What is needed is an exact printout of all the data.
─── RECORD SET
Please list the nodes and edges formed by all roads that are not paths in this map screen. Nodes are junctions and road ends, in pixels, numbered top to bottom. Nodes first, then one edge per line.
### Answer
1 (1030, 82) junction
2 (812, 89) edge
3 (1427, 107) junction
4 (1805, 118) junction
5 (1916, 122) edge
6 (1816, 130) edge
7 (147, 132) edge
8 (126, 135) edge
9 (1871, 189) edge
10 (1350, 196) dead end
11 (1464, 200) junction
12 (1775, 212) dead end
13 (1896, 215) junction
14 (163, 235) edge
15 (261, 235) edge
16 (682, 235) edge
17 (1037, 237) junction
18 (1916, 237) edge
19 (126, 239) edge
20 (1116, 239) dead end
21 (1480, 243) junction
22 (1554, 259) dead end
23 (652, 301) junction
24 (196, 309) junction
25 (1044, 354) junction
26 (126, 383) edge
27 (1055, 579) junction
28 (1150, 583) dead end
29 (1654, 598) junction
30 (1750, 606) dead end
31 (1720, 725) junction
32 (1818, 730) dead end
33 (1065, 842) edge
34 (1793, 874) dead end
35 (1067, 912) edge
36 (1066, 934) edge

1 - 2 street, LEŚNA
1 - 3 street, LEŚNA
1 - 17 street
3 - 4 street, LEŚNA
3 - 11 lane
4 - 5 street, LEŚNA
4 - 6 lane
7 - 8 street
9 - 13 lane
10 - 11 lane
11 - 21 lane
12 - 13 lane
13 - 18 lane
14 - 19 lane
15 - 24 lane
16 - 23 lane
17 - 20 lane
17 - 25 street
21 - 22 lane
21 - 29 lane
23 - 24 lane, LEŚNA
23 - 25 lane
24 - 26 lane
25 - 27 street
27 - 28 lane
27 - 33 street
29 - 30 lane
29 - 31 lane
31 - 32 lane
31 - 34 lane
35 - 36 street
──────
## COMPLETED EXERCISE
Please list the nodes and edges formed by all roads that are not paths in this map screen. Nodes are junctions and road ends, in pixels, numbered top to bottom. Nodes first, then one edge per line.
### Answer
1 (1030, 82) junction
2 (812, 89) edge
3 (1427, 107) junction
4 (1805, 118) junction
5 (1916, 122) edge
6 (1816, 130) edge
7 (147, 132) edge
8 (126, 135) edge
9 (1871, 189) edge
10 (1350, 196) dead end
11 (1464, 200) junction
12 (1775, 212) dead end
13 (1896, 215) junction
14 (163, 235) edge
15 (261, 235) edge
16 (682, 235) edge
17 (1037, 237) junction
18 (1916, 237) edge
19 (126, 239) edge
20 (1116, 239) dead end
21 (1480, 243) junction
22 (1554, 259) dead end
23 (652, 301) junction
24 (196, 309) junction
25 (1044, 354) junction
26 (126, 383) edge
27 (1055, 579) junction
28 (1150, 583) dead end
29 (1654, 598) junction
30 (1750, 606) dead end
31 (1720, 725) junction
32 (1818, 730) dead end
33 (1065, 842) edge
34 (1793, 874) dead end
35 (1067, 912) edge
36 (1066, 934) edge

1 - 2 street, LEŚNA
1 - 3 street, LEŚNA
1 - 17 street
3 - 4 street, LEŚNA
3 - 11 lane
4 - 5 street, LEŚNA
4 - 6 lane
7 - 8 street
9 - 13 lane
10 - 11 lane
11 - 21 lane
12 - 13 lane
13 - 18 lane
14 - 19 lane
15 - 24 lane
16 - 23 lane
17 - 20 lane
17 - 25 street
21 - 22 lane
21 - 29 lane
23 - 24 lane, LEŚNA
23 - 25 lane
24 - 26 lane
25 - 27 street
27 - 28 lane
27 - 33 street
29 - 30 lane
29 - 31 lane
31 - 32 lane
31 - 34 lane
35 - 36 street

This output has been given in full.